Kit Carson joined a party of fifty men, to explore the highest tributaries of the Missouri river. The region was occupied by a numerous band of warlike Indians, called Blackfeet. Many of the warriors had obtained rifles. The itinerant trader could not refrain from furnishing the Indians with guns and ammunition, at the exorbitant prices which the savages were ready to pay. It shows the superiority of the white men, that fifty of them ventured to enter upon these plains and into these defiles, where thousands of these well-armed warriors were watching for their destruction.
The enterprise proved more bold than successful. The trappers found the Indians so vigilant and hostile, that it was necessary to protect themselves by an intrenched camp. They had to adopt the most wearisome precautions to protect their animals, never allowing them to graze beyond rifle distance from the camp, unless under a strong guard. Matters grew daily more and more desperate. The Indians seemed to be gathering from great distances, so as almost to surround the encampment. If any small party wandered a mile, to examine their traps, they were pretty sure to find the traps stolen, and to be fired upon from ambush. This state of affairs at length constrained them to quit the country. Like an army, exposed hourly to an attack from its foes, this heroic band of fifty men commenced its march in military array, watching with an eagle eye, knowing not but that at any moment hundreds of strongly mounted, well-armed savages might come rushing down upon them. They could indulge in no rest, till they got beyond the territory of the Blackfeet.
A march of one or two hundred miles brought them to the banks of the Big Snake river. It was the month of November. In those northern latitudes winter was setting in with much severity. The hill-tops were covered with snow; the streams were coated with ice; freezing blasts from the mountains swept the bleak plains and the narrow defiles. It was necessary to go into winter quarters for a couple of months. But there was no discomfort in this.
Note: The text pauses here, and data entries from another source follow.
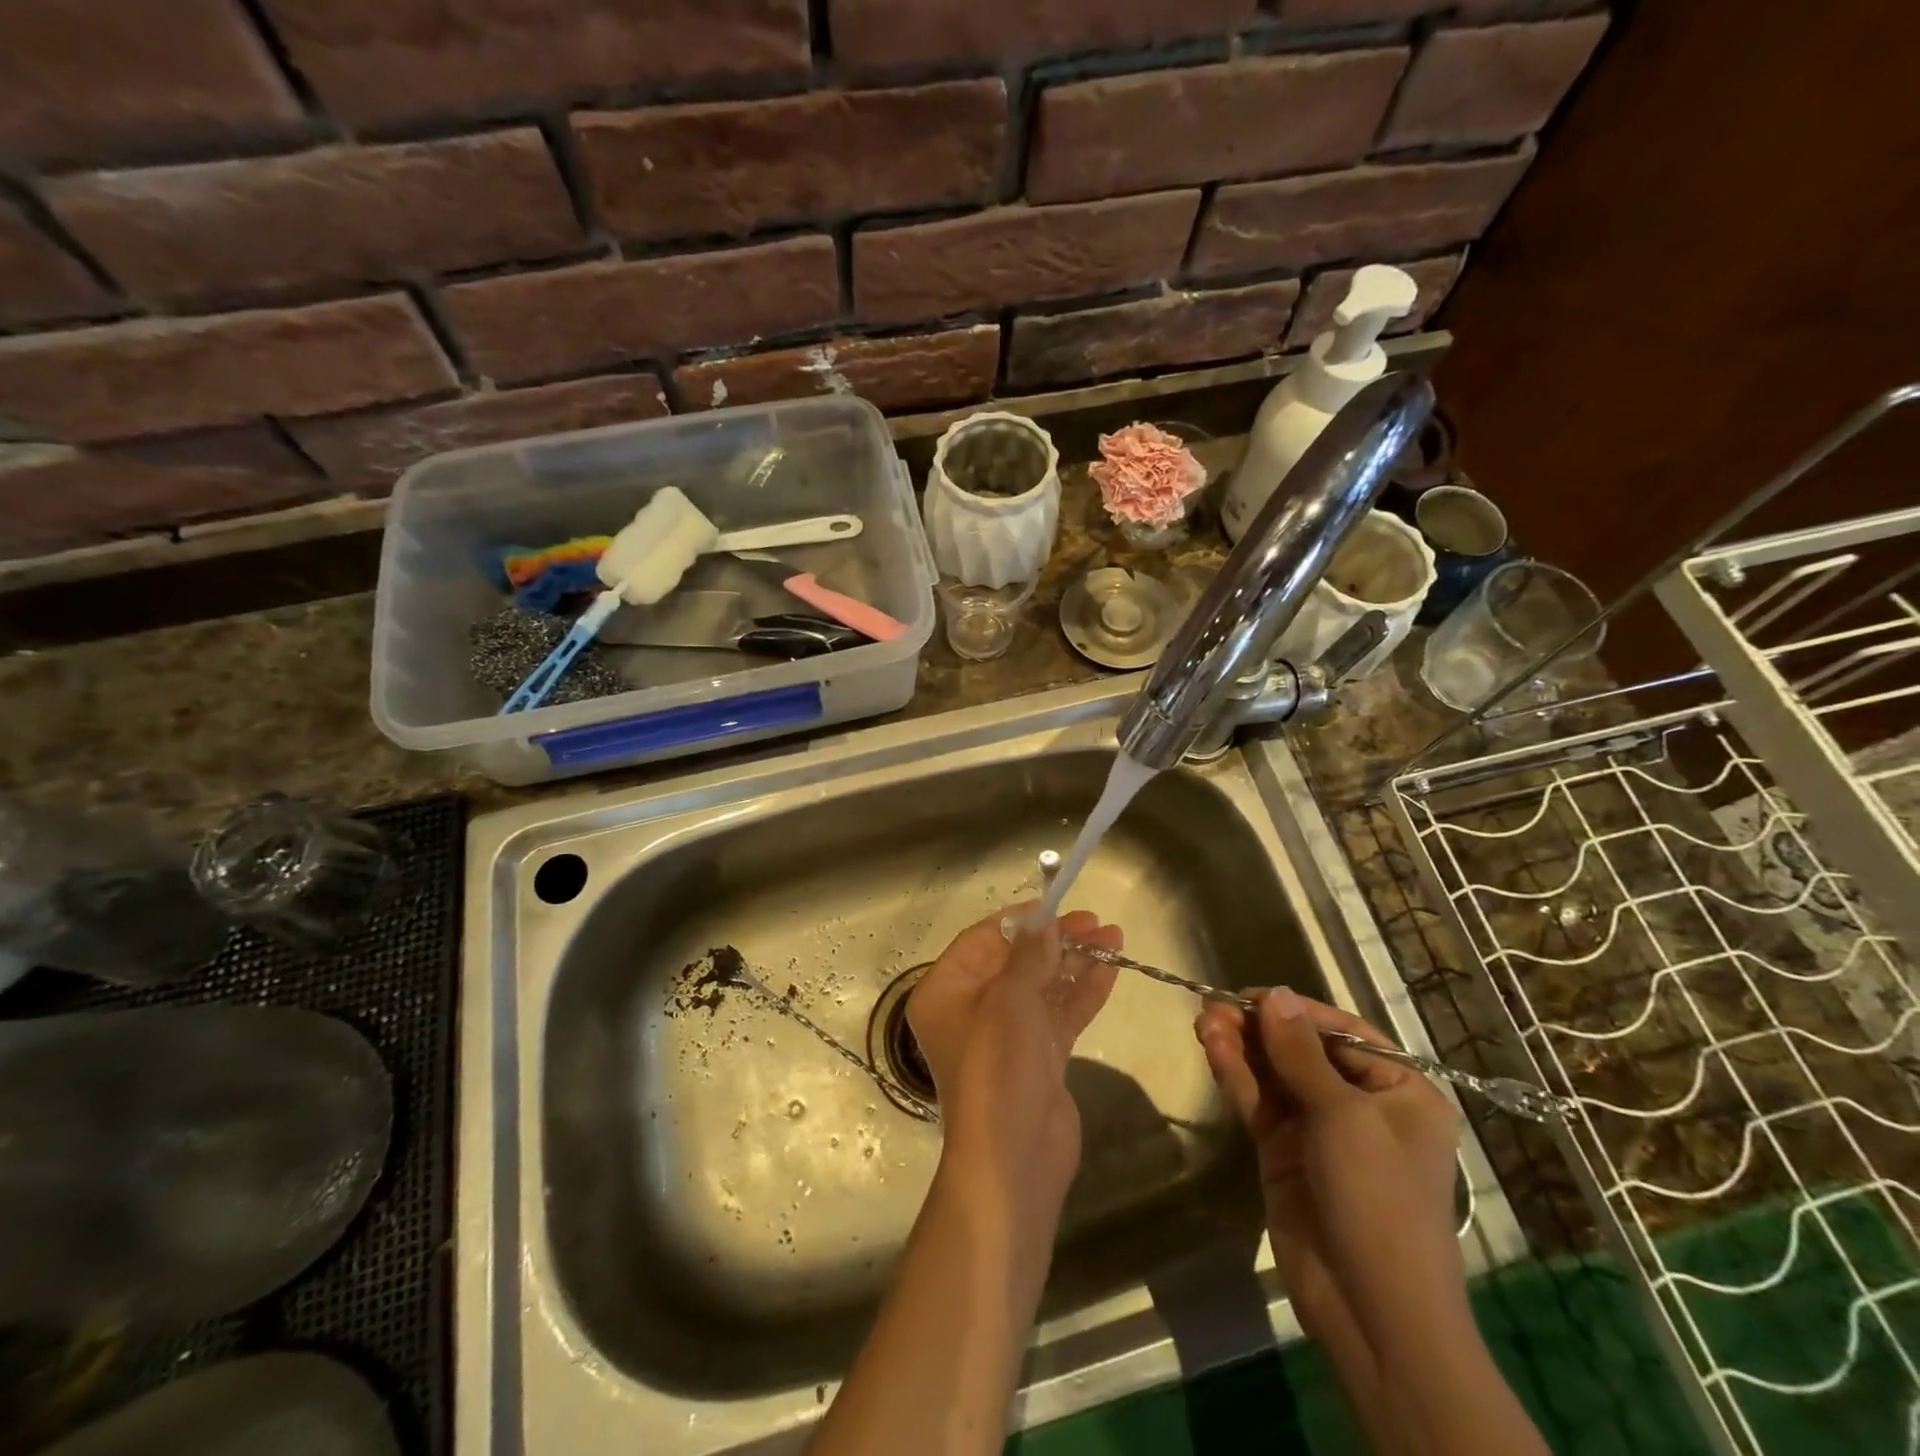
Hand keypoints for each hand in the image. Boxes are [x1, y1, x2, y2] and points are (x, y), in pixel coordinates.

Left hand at [908, 906, 1121, 1213]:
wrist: (1015, 1159)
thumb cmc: (998, 1068)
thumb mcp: (1010, 1000)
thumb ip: (1029, 956)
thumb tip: (1045, 923)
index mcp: (947, 991)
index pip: (983, 939)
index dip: (1021, 920)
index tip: (1058, 905)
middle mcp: (972, 1008)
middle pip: (1016, 960)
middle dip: (1057, 940)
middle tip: (1096, 922)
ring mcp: (1007, 1034)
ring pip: (1043, 985)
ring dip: (1076, 962)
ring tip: (1114, 936)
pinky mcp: (1038, 1057)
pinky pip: (1060, 1014)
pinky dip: (1083, 992)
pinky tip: (1111, 970)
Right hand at [1195, 988, 1460, 1343]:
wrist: (1372, 1311)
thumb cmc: (1379, 1200)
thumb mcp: (1344, 1117)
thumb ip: (1301, 1053)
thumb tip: (1274, 993)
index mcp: (1399, 1090)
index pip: (1342, 1032)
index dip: (1295, 1010)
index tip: (1249, 994)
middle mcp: (1361, 1103)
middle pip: (1302, 1050)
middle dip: (1259, 1028)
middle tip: (1213, 1008)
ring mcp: (1319, 1129)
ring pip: (1274, 1073)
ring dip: (1241, 1048)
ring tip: (1204, 1022)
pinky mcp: (1284, 1151)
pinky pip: (1260, 1101)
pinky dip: (1237, 1075)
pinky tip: (1212, 1050)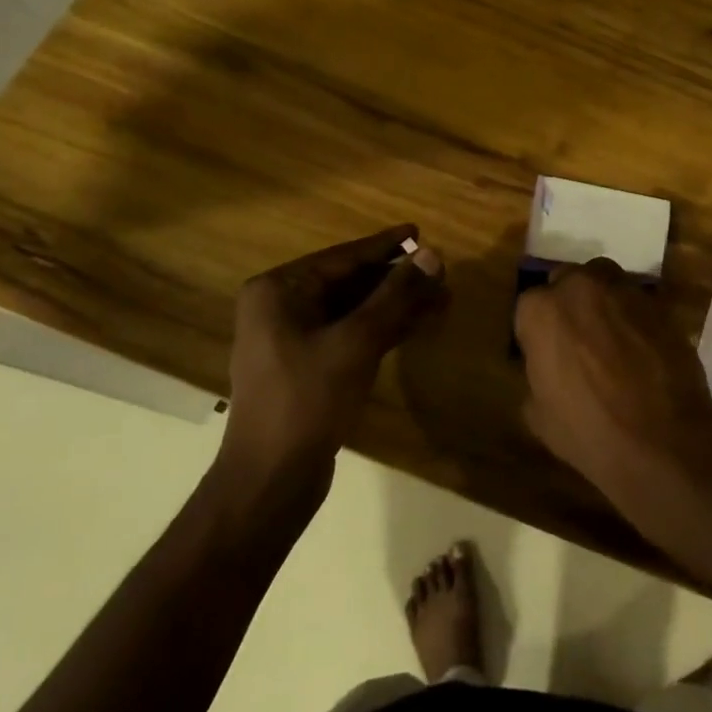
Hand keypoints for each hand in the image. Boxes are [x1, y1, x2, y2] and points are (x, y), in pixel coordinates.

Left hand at [215, 225, 445, 503]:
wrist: (271, 479)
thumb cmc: (308, 399)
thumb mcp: (356, 341)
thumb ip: (395, 295)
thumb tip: (432, 255)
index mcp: (279, 291)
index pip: (342, 257)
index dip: (385, 246)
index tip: (419, 231)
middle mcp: (281, 307)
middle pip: (349, 282)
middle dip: (396, 280)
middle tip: (440, 273)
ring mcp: (292, 339)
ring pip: (353, 310)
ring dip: (394, 305)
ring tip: (440, 298)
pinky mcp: (307, 366)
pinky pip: (349, 334)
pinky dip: (381, 329)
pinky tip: (416, 324)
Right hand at [514, 258, 711, 518]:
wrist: (664, 441)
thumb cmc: (589, 431)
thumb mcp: (539, 415)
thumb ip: (536, 375)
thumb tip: (547, 367)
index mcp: (542, 310)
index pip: (529, 307)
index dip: (537, 331)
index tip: (545, 353)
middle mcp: (581, 287)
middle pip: (568, 283)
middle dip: (569, 305)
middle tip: (577, 341)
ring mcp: (624, 290)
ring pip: (604, 283)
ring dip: (602, 303)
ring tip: (610, 340)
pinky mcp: (659, 303)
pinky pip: (636, 302)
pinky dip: (633, 318)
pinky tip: (639, 349)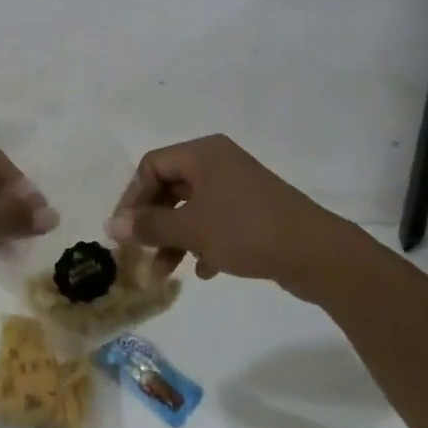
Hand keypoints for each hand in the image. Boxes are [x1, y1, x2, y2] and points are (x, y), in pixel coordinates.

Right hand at [104, 134, 359, 296]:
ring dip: (174, 238)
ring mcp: (238, 187)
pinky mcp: (253, 212)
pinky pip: (215, 222)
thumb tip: (111, 226)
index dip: (132, 197)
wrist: (316, 254)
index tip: (123, 231)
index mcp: (203, 153)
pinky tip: (203, 272)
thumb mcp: (191, 229)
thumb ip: (150, 225)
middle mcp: (218, 163)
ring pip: (192, 208)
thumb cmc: (246, 230)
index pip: (152, 166)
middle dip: (153, 222)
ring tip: (164, 273)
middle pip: (170, 186)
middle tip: (140, 252)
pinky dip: (202, 243)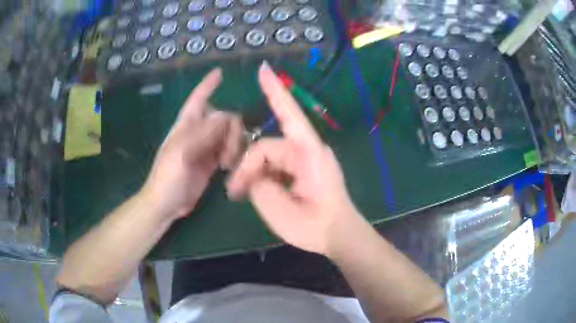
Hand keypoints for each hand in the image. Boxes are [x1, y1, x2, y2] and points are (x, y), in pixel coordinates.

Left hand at [141, 69, 243, 219]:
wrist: (166, 203)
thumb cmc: (167, 176)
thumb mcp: (182, 152)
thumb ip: (203, 132)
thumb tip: (227, 117)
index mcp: (186, 124)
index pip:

They selected a snug valley having a southern exposure, with a northern barrier of hills, and in the midst of a wide-spread grove which fringed a pure mountain stream. There were fifty men. Every man belonged to the working class. Every man was skilled in the trades of hunting, trapping, wigwam-building, cooking, and tailoring. A few hours’ work reared their cosey huts. Fuel was cheap and abundant. The broadcloth for their clothing was already woven on the backs of buffaloes, bears, deer and wolves. Their own nimble hands speedily formed them into garments impervious to wind and cold. They had laid in quite a store of game, which the cold weather preserved, and there was enough more within their reach. And fortunately for them all, nature’s law of prohibition, had effectually banished from the whole region all intoxicating drinks. Where there is no whiskey there is rarely any quarrel. The pure mountain stream supplied them with their health-giving beverage.